Figure 7. Schematic of SMPConv self-moving points. (a) SMP (1D); (b) SMP (2D).

On the other hand, in the gating branch of GLU, a simplified channel mixing structure is formed by adding a 3×3 depthwise convolution operation before the activation function. This design aligns with the concept of gated channel attention, enabling the model to effectively capture and integrate important information from neighboring image features, thus improving the model’s robustness in various scenarios. Through this channel mixing strategy, the model is able to maintain high accuracy and adaptability when processing complex data.

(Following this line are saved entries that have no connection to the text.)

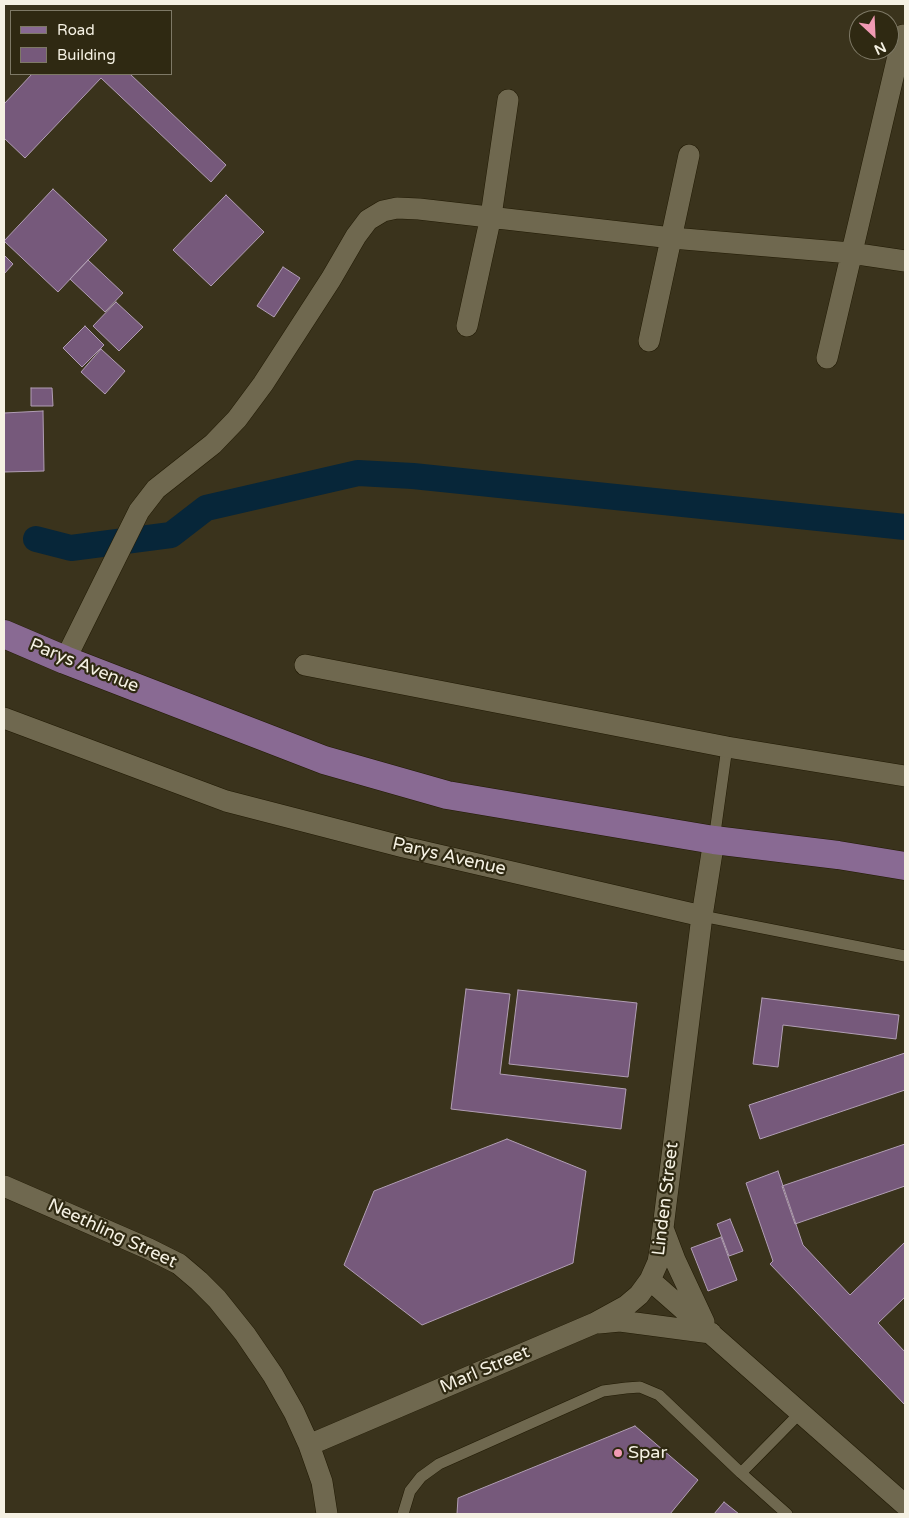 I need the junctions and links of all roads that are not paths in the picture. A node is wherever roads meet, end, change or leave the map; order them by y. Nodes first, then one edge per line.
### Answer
1 (903, 35) dead end
2 (508, 100) dead end
3 (689, 155) dead end
4 (491, 216) junction
5 (672, 238) junction
6 (851, 253) junction
7 (905, 262) edge
8 (467, 326) dead end
9 (649, 341) dead end
10 (827, 358) dead end
11 (4, 634) edge
12 (65, 660) junction
13 (305, 665) dead end
14 (4, 718) edge
15 (727, 747) junction
16 (905, 776) edge
17 (714, 840) junction
18 (905, 866) edge
19 (702, 916) junction
20 (905, 956) edge
21 (4, 1186) edge
22 (662, 1226) junction
23 (650, 1280) junction
24 (595, 1324) junction
25 (711, 1333) junction
26 (801, 1412) junction
27 (309, 1445) junction
28 (741, 1473) junction
29 (905, 1505) edge
30 (327, 1514) edge
31 (404, 1514) edge
32 (787, 1514) edge

1 - 6 street
2 - 4 street
3 - 5 street
4 - 5 street
4 - 8 street
4 - 12 street
5 - 6 street
5 - 9 street
6 - 7 street
6 - 10 street
11 - 12 main road, Parys Avenue
12 - 17 main road, Parys Avenue
13 - 15 street
14 - 19 street, Parys Avenue
15 - 16 street
15 - 17 lane
17 - 18 main road, Parys Avenue
17 - 19 street, Linden Street
19 - 20 lane, Parys Avenue
19 - 22 street, Linden Street
21 - 27 street, Neethling Street
22 - 23 street, Linden Street
22 - 25 street
23 - 24 street, Marl Street
23 - 25 street, Linden Street
24 - 25 street
24 - 27 street, Marl Street
25 - 26 street, Linden Street
26 - 28 lane
26 - 29 street, Linden Street
27 - 30 street, Neethling Street
28 - 31 lane
28 - 32 lane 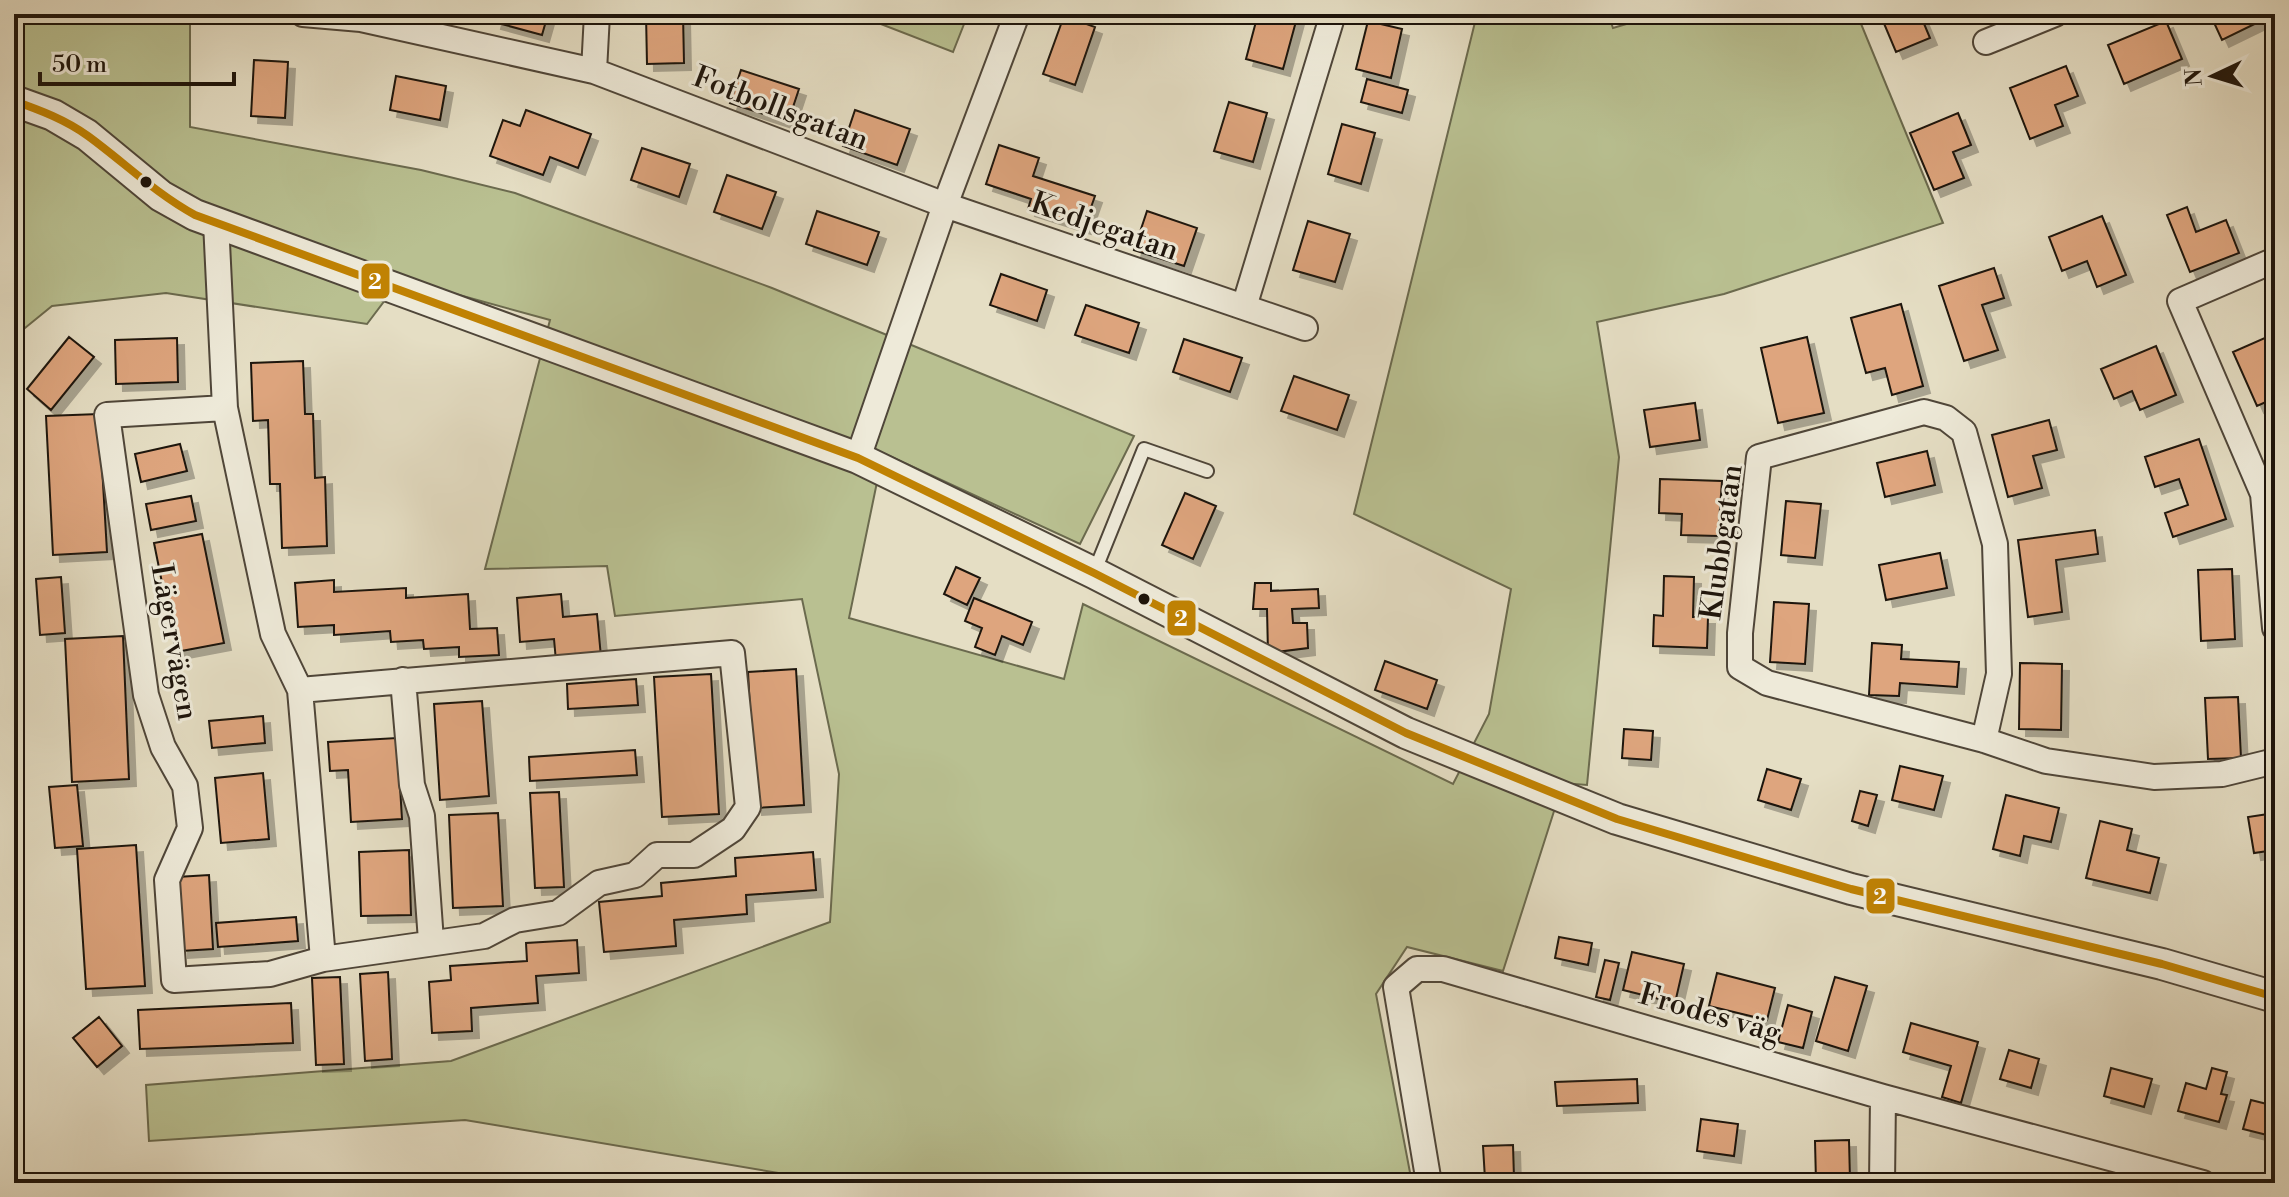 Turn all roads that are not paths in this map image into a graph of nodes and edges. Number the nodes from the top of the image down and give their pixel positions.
1 (303, 14) edge
2 (597, 14) edge
3 (1017, 14) edge
4 (1333, 14) edge
5 (2055, 14) edge
6 (1986, 42) dead end
7 (594, 71) junction
8 (14, 101) edge
9 (945, 205) junction
10 (216, 222) junction
11 (2275, 260) edge
12 (1244, 307) junction
13 (1305, 328) dead end
14 (225, 408) junction
15 (858, 458) junction
16 (1207, 471) dead end
17 (1094, 573) junction
18 (2275, 628) edge
19 (403, 680) junction
20 (300, 690) junction
21 (1984, 740) junction
22 (2275, 761) edge
23 (431, 941) junction
24 (323, 959) junction
25 (2275, 997) edge
26 (1883, 1097) junction
27 (1429, 1183) edge
28 (1882, 1183) edge
29 (2203, 1183) edge

1 - 7 street, Fotbollsgatan
2 - 7 street
3 - 9 street
4 - 12 street
5 - 6 street
7 - 9 street, Fotbollsgatan
8 - 10 street
9 - 12 street, Kedjegatan
9 - 15 street
10 - 14 street
10 - 15 street
11 - 18 street
12 - 13 street, Kedjegatan
14 - 20 street
14 - 24 street, Lägervägen
15 - 17 street
16 - 17 lane
17 - 25 street
19 - 20 street, Lägervägen
19 - 23 street
19 - 23 street, Lägervägen
20 - 24 street
21 - 21 street, Klubbgatan
21 - 22 street, Klubbgatan
23 - 24 street, Lägervägen
26 - 27 street, Frodes väg
26 - 28 street
26 - 29 street, Frodes väg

The structure of the SG module is achieved by stacking the CGLU module after the SMPConv. This design not only effectively captures the features of strawberry ripeness but also integrates a gating mechanism to enable selective information flow through the channels, thereby enhancing the flexibility and effectiveness of feature extraction. The specific structure of the CGLU modules is shown in Figure 8. module, when the C3K2 parameter is set to false, the SG module replaces the original Bottleneck module. This approach ensures that the model remains lightweight while maintaining effective information flow, ultimately improving the overall performance of the strawberry ripeness detection model (Zhai et al., 2025). The specific structure of the C3K2-SG module is shown in Figure 9.

Figure 8

Figure 8. CGLU modules structure diagram.

Figure 9

Figure 9. SMPCGLU and C3K2-SG module architecture.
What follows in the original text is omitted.